= Recorded data =
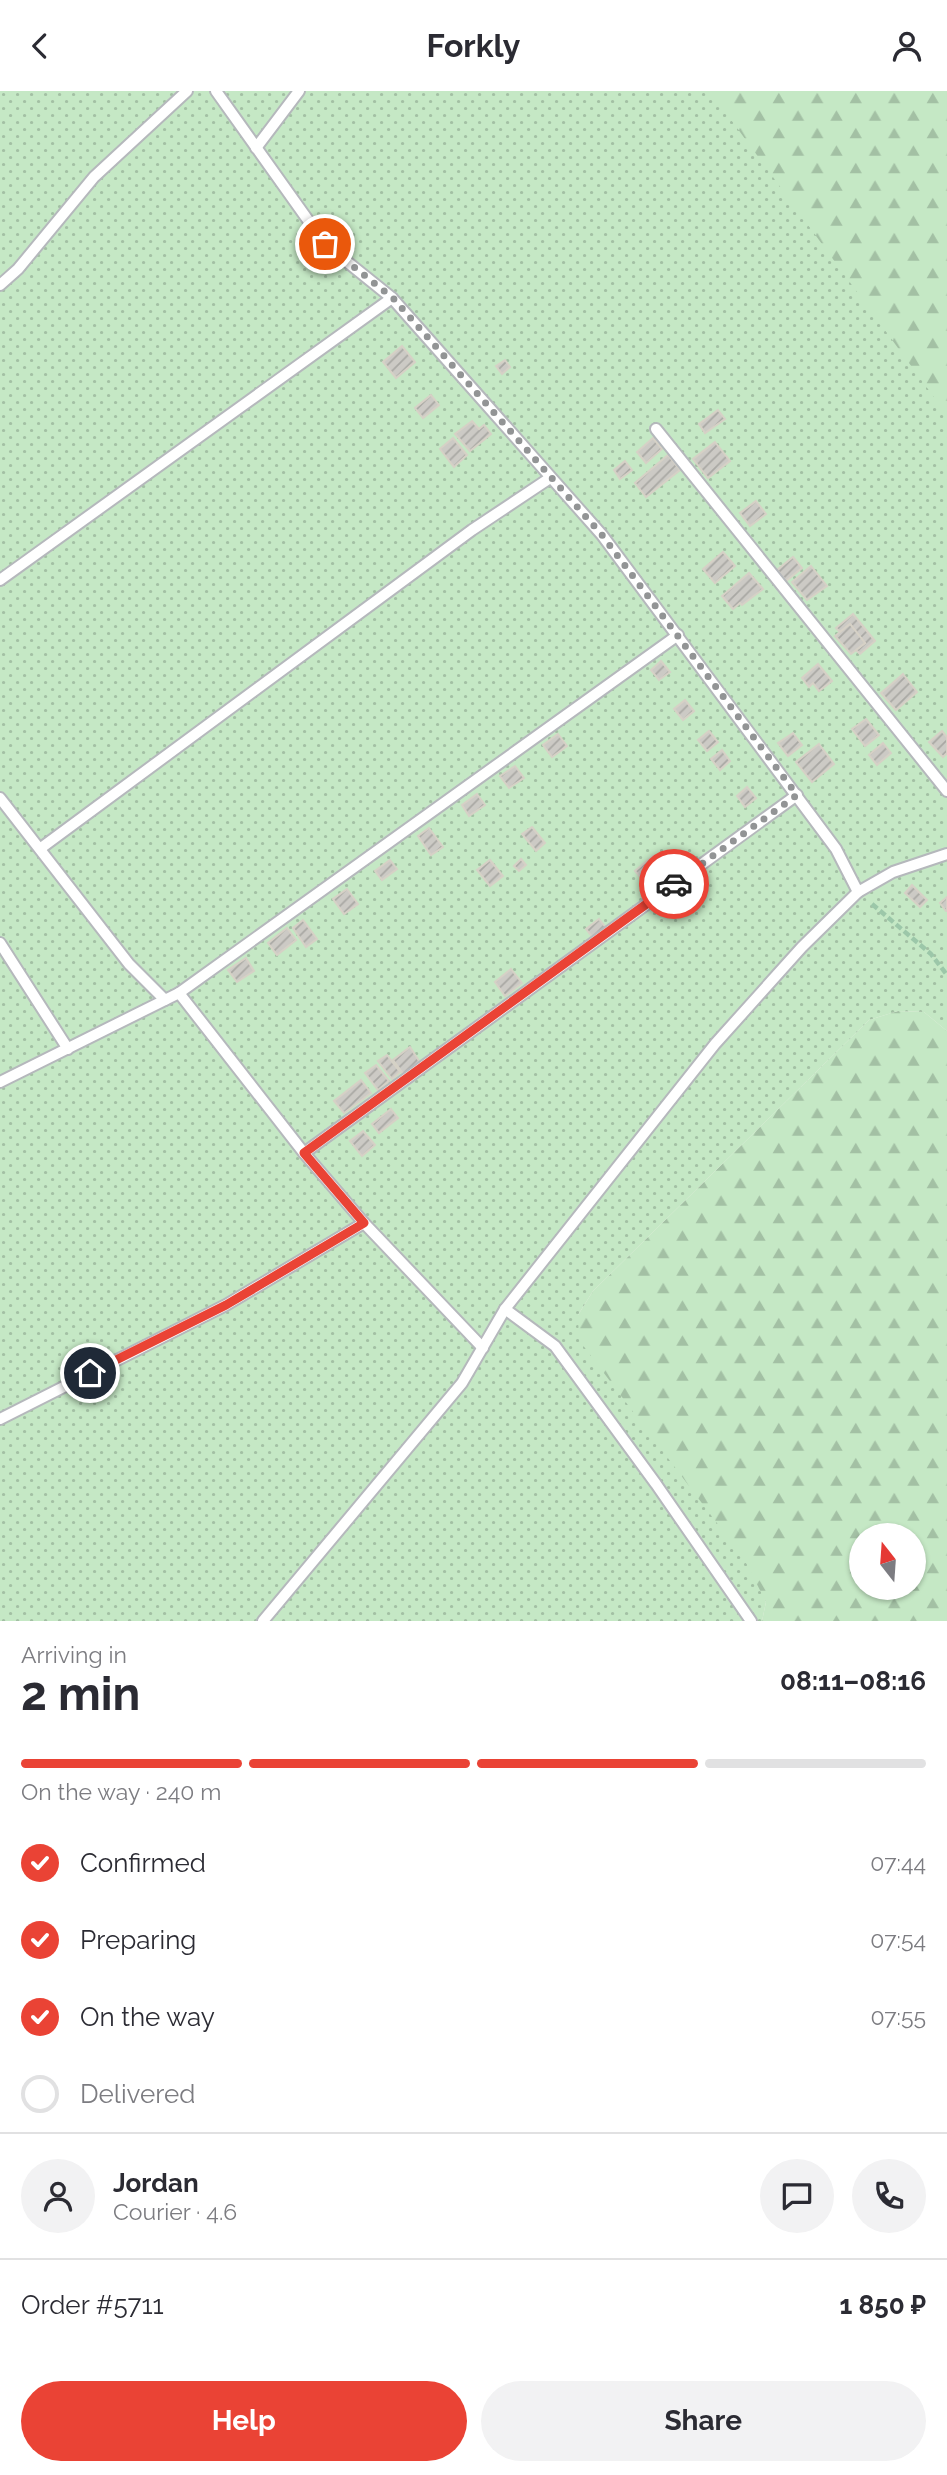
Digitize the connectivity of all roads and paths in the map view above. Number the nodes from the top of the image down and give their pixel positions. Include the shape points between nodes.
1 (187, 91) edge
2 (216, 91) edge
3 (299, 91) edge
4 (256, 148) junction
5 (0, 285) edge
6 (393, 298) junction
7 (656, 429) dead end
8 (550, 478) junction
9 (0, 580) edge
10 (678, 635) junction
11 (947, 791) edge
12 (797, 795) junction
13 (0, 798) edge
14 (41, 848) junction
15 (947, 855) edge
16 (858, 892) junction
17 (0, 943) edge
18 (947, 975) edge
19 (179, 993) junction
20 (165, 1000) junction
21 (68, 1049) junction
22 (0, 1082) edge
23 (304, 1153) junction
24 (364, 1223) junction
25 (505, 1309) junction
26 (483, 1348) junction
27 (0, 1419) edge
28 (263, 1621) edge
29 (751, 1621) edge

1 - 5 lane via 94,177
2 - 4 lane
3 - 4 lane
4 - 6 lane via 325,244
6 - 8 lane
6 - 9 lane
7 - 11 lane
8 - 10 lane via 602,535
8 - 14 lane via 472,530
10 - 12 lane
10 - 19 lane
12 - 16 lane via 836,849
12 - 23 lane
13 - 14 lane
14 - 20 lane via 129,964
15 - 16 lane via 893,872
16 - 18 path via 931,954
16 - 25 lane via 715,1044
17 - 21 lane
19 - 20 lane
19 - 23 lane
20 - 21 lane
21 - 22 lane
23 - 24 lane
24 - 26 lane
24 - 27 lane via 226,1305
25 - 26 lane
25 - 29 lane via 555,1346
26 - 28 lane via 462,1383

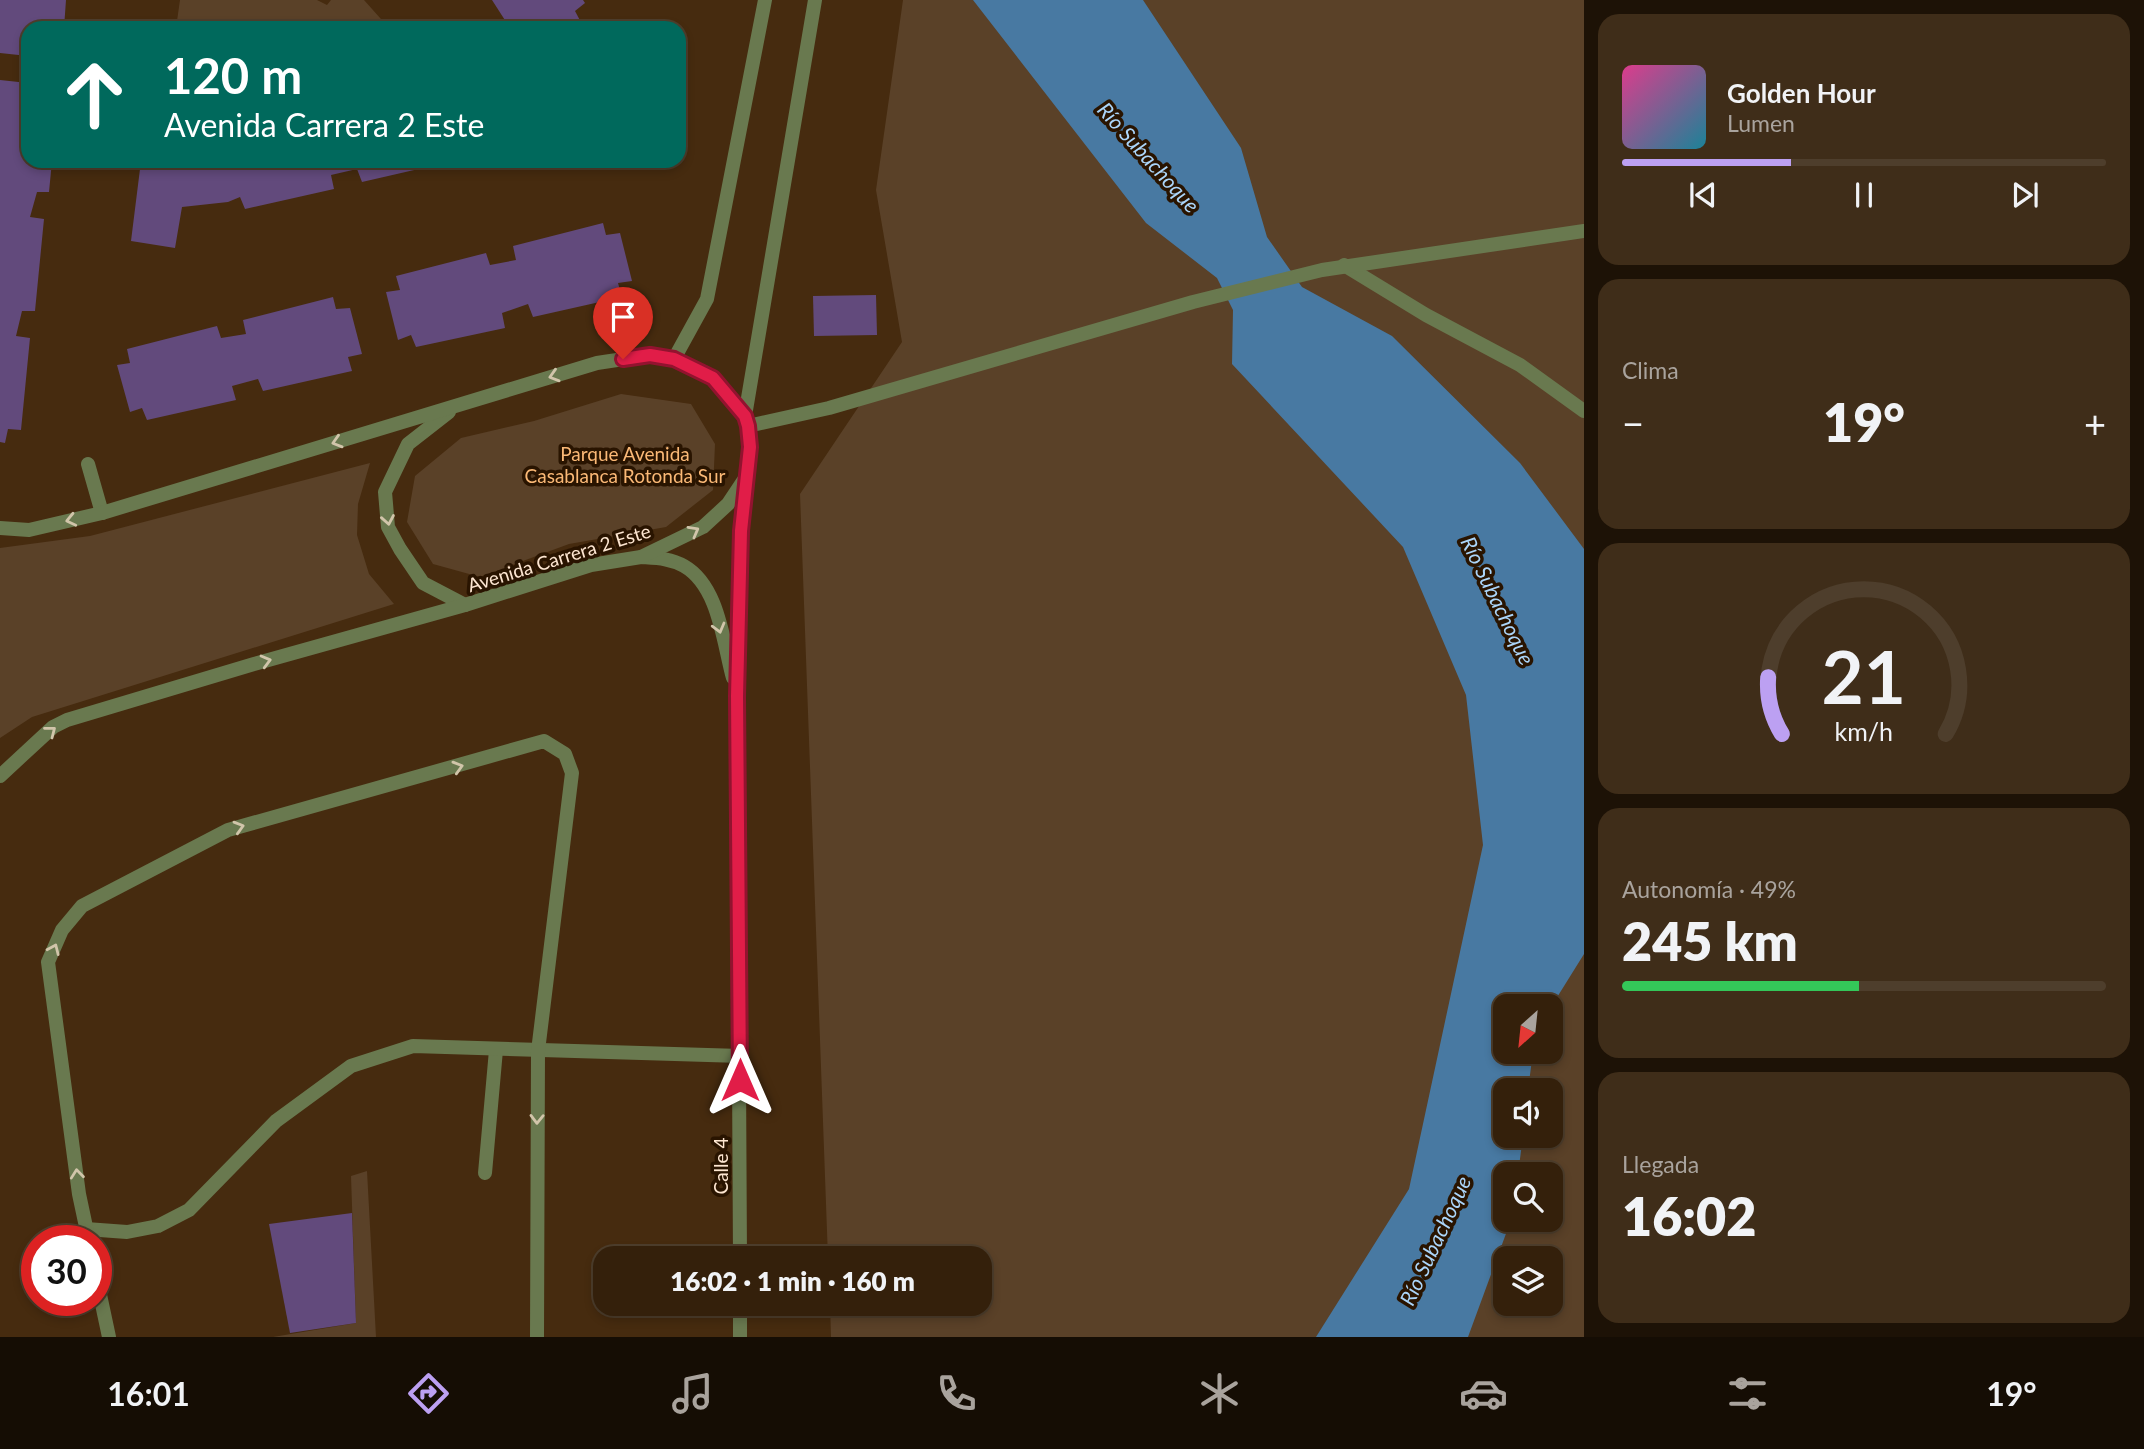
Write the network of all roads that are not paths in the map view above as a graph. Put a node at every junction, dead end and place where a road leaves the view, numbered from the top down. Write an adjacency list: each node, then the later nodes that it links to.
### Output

==

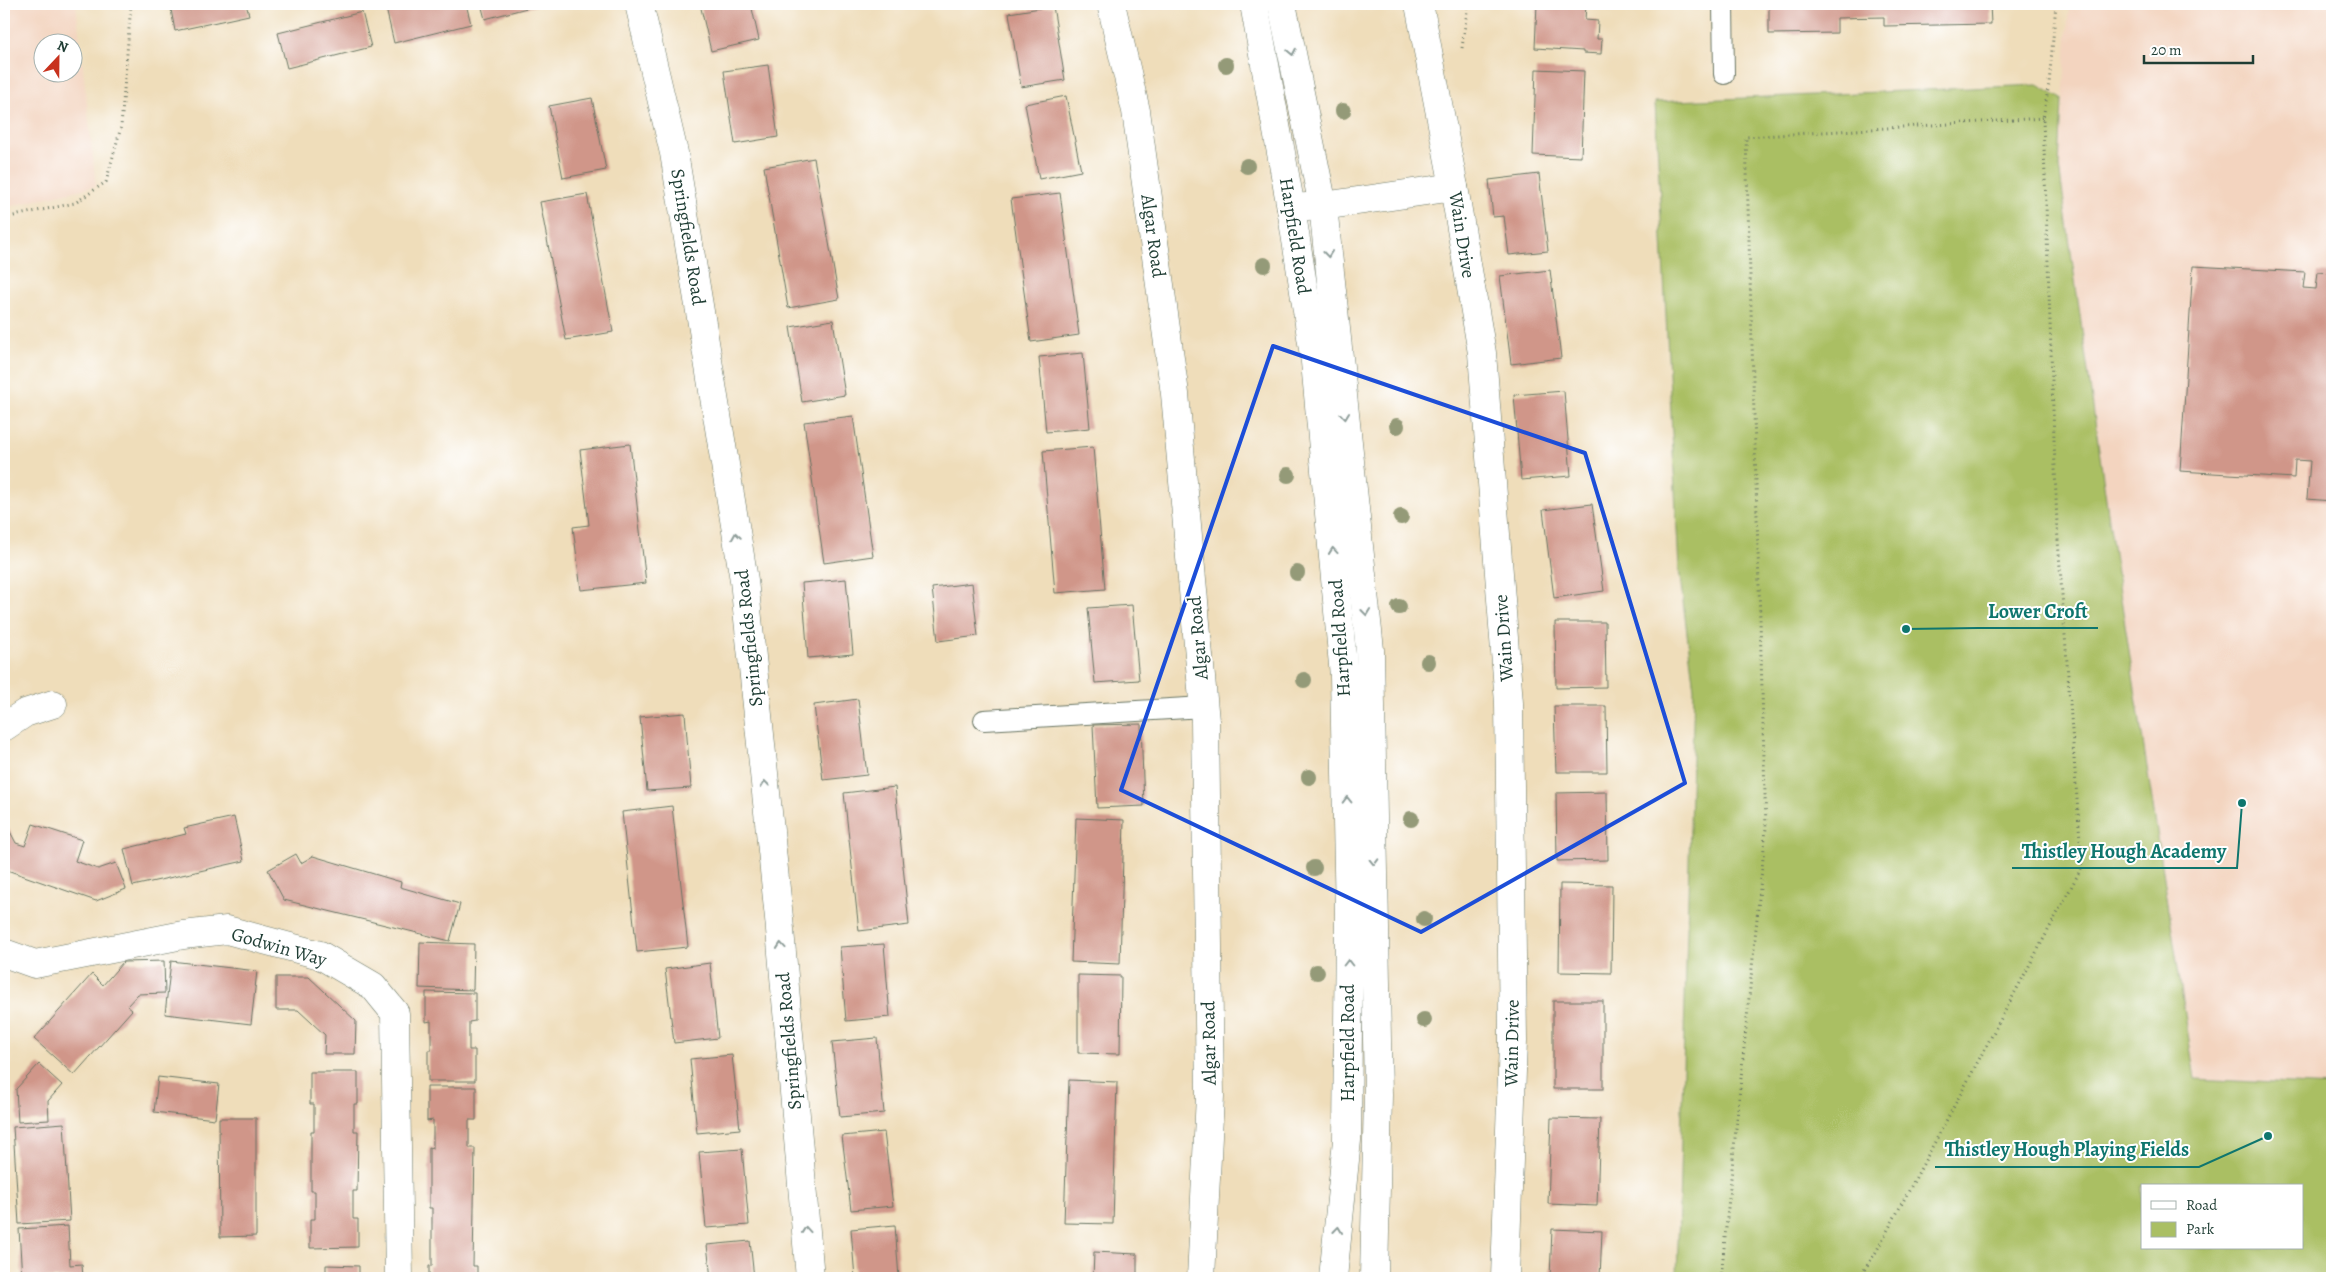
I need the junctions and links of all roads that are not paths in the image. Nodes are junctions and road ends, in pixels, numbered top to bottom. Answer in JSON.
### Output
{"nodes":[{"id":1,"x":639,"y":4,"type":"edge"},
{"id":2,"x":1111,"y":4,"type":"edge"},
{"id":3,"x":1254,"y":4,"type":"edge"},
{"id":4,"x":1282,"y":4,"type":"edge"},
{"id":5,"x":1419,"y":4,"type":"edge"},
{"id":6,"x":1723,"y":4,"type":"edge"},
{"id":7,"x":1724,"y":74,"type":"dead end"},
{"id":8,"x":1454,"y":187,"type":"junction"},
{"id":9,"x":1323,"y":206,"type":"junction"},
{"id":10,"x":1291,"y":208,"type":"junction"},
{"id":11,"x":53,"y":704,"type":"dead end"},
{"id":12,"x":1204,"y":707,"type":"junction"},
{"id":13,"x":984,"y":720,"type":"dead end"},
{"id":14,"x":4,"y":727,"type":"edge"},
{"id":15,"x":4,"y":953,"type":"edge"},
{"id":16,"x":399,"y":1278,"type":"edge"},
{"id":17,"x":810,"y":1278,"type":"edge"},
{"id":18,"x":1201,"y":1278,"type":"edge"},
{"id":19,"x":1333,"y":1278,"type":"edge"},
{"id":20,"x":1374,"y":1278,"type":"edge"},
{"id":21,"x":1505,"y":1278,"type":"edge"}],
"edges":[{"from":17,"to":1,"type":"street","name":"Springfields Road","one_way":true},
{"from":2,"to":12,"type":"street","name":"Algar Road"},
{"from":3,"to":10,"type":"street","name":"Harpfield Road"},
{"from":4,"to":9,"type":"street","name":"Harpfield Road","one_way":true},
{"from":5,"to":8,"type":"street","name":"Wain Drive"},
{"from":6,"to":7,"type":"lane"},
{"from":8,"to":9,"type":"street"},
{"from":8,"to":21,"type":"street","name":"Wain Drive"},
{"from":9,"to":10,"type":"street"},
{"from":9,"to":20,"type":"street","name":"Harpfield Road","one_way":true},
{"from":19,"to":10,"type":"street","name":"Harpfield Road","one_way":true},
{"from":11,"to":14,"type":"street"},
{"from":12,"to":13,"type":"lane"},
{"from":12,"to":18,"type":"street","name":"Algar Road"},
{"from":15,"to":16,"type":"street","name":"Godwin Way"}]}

= Exercise goal =
Each line of the records with the word "links" in it is to be copied.

= Task response =
Write the network of all roads that are not paths in the map view above as a graph. Put a node at every junction, dead end and place where a road leaves the view, numbered from the top down. Write an adjacency list: each node, then the later nodes that it links to.
I need the junctions and links of all roads that are not paths in the image. Nodes are junctions and road ends, in pixels, numbered top to bottom. Answer in JSON.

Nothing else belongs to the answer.